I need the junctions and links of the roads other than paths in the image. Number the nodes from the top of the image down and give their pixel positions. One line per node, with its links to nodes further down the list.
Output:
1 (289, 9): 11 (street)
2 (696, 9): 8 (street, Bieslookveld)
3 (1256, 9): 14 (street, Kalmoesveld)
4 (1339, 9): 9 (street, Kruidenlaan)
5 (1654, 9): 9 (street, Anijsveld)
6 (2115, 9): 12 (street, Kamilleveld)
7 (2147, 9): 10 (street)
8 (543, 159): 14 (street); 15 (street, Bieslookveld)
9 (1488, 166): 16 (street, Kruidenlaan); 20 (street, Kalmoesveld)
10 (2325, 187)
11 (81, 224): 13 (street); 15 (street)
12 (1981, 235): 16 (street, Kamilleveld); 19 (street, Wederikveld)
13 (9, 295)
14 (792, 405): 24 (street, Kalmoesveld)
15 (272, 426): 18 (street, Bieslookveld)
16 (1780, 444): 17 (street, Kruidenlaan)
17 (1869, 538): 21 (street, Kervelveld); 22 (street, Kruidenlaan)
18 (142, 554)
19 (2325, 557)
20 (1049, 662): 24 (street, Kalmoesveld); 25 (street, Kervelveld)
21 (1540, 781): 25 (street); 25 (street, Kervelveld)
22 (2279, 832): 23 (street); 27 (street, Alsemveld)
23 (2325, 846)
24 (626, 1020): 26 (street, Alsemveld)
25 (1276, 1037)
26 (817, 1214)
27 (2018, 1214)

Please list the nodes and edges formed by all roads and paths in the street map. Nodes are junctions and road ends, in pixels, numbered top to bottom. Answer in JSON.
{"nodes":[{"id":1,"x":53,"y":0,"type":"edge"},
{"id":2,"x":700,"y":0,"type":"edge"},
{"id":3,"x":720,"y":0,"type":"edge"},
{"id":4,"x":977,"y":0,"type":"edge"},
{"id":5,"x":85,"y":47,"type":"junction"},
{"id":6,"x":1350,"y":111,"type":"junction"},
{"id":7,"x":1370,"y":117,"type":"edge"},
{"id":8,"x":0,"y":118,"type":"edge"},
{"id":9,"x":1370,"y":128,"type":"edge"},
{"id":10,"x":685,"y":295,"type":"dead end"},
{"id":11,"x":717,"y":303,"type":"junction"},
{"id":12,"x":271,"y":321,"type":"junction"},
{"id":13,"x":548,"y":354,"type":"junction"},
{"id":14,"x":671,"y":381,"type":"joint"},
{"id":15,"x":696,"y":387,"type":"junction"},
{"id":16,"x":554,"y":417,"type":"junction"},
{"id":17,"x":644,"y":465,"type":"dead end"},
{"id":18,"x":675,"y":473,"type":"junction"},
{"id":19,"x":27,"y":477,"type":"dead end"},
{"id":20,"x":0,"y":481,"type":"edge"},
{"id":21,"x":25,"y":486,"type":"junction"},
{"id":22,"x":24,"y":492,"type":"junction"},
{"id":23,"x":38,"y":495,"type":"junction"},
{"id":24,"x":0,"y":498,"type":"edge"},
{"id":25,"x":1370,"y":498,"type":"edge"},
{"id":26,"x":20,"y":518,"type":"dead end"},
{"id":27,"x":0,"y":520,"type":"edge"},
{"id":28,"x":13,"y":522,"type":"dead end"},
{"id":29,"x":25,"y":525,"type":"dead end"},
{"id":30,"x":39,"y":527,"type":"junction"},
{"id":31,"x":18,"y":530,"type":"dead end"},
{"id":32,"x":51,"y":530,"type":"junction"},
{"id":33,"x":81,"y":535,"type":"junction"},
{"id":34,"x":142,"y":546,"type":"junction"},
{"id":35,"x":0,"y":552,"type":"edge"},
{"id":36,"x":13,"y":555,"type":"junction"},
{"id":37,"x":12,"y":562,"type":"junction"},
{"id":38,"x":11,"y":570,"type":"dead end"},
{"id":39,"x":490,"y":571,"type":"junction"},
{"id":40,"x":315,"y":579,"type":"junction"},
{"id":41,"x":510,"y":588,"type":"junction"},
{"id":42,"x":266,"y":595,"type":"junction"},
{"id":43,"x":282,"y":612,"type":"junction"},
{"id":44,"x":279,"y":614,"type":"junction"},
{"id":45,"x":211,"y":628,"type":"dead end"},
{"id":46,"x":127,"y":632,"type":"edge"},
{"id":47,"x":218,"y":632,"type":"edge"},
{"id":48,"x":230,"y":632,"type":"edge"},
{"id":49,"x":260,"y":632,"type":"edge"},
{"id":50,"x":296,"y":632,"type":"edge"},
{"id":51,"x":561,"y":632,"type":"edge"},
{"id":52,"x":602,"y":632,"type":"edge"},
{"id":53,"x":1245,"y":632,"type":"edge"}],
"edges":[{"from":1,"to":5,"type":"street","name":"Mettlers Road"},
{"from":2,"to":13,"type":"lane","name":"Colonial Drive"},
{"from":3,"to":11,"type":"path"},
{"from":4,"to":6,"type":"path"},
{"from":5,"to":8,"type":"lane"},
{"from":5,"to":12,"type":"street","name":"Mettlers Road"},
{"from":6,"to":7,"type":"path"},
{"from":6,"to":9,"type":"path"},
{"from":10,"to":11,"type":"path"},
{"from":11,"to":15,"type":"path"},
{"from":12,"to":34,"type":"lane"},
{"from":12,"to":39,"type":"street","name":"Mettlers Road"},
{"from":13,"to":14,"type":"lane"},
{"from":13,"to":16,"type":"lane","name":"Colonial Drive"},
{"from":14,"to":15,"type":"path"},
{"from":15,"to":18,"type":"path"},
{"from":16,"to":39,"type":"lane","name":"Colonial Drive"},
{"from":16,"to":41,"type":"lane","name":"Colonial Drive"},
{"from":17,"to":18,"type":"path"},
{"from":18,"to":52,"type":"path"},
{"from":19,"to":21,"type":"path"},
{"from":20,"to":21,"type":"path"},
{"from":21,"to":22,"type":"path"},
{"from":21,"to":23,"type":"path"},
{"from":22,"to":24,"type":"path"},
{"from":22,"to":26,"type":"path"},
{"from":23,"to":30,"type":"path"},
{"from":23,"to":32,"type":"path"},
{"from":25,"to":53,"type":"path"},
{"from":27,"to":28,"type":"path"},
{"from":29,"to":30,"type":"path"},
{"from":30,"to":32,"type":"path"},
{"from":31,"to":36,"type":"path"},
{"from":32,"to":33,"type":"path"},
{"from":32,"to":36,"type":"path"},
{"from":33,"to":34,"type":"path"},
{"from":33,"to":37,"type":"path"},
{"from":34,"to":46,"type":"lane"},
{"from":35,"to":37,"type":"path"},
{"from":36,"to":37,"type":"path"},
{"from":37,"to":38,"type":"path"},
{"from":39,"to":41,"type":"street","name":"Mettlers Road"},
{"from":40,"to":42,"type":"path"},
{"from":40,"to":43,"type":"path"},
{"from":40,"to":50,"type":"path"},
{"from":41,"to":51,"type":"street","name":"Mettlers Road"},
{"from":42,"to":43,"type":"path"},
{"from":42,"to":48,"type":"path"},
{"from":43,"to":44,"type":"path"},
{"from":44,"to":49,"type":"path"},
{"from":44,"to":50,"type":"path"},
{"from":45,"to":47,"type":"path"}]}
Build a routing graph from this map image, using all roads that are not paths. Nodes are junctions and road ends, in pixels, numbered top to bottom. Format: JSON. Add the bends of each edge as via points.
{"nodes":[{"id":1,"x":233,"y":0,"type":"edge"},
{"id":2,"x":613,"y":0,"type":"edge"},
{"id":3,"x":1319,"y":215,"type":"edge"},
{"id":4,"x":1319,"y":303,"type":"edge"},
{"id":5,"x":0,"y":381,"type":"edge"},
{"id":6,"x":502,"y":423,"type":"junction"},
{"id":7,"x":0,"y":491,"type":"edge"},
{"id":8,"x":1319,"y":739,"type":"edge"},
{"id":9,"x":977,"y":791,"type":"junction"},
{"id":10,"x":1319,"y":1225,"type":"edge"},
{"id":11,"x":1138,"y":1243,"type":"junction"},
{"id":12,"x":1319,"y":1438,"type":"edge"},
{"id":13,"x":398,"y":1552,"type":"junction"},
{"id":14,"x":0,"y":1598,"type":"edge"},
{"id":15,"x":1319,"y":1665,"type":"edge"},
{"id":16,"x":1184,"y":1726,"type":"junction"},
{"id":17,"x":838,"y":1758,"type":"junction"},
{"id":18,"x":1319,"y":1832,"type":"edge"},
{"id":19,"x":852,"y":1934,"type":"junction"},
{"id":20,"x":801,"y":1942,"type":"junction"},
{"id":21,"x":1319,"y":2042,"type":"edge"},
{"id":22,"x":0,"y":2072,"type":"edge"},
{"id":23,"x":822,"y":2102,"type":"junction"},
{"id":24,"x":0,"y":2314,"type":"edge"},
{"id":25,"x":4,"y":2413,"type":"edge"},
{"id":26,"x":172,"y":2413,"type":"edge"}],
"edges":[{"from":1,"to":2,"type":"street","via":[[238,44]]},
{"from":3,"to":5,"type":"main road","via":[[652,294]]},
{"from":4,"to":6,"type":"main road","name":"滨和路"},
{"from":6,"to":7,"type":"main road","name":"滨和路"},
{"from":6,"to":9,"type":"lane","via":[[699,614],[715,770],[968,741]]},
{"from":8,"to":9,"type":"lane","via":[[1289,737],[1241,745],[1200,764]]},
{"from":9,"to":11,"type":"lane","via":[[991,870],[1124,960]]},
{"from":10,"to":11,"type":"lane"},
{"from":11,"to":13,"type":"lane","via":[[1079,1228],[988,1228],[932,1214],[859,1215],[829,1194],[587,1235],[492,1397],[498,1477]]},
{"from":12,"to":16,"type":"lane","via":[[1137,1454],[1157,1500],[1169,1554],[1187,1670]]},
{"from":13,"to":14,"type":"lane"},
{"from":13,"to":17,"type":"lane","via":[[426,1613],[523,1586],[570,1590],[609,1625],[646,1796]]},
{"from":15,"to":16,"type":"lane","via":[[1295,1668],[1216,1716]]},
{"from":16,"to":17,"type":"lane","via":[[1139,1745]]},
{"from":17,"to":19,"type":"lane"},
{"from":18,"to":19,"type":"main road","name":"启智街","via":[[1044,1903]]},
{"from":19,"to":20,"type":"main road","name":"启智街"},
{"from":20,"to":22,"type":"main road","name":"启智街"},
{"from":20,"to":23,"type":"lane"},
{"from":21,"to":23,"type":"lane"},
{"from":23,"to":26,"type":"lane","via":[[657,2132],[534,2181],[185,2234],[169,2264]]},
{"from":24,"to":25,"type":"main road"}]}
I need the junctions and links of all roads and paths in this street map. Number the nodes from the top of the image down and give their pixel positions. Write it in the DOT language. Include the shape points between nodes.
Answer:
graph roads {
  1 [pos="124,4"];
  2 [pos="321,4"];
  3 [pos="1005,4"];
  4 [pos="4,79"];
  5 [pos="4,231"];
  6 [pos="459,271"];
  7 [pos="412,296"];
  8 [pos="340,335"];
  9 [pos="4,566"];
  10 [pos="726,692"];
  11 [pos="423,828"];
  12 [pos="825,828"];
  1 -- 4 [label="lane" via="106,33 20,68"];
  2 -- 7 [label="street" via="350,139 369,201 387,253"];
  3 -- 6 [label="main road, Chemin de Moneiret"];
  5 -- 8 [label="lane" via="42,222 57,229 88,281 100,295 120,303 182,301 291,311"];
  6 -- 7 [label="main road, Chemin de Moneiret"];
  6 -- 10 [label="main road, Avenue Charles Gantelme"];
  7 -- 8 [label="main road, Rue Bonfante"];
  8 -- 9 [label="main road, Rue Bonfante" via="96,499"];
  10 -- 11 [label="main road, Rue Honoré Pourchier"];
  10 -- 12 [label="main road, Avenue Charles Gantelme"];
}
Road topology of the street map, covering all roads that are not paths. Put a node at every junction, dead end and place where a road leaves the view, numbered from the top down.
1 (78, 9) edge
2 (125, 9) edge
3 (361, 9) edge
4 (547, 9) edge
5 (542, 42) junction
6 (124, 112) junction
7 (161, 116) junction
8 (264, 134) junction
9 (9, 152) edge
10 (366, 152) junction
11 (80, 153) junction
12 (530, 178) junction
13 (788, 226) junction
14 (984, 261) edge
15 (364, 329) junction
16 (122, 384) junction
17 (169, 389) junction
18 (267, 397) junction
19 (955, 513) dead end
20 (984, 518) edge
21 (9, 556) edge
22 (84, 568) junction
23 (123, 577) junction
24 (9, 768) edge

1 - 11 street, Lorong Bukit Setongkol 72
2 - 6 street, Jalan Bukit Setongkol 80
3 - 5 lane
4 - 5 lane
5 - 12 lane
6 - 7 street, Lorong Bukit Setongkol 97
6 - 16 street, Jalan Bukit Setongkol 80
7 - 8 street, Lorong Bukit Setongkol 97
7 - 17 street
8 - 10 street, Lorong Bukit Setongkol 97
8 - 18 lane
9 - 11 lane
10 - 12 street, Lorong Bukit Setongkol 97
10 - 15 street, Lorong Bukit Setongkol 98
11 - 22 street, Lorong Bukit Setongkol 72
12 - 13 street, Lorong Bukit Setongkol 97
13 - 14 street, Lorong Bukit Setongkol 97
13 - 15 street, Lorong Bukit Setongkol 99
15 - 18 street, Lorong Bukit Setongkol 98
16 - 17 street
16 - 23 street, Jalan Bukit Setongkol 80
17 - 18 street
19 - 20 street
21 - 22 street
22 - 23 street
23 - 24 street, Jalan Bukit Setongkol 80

##########

Your instructions: What is needed is every line of the records that contains the word "image".

Result of this exercise:
I need the junctions and links of the roads other than paths in the image. Number the nodes from the top of the image down and give their pixel positions. One line per node, with its links to nodes further down the list.
Build a routing graph from this map image, using all roads that are not paths. Nodes are junctions and road ends, in pixels, numbered top to bottom. Format: JSON. Add the bends of each edge as via points.
I need the junctions and links of all roads and paths in this street map. Number the nodes from the top of the image down and give their pixel positions. Write it in the DOT language. Include the shape points between nodes.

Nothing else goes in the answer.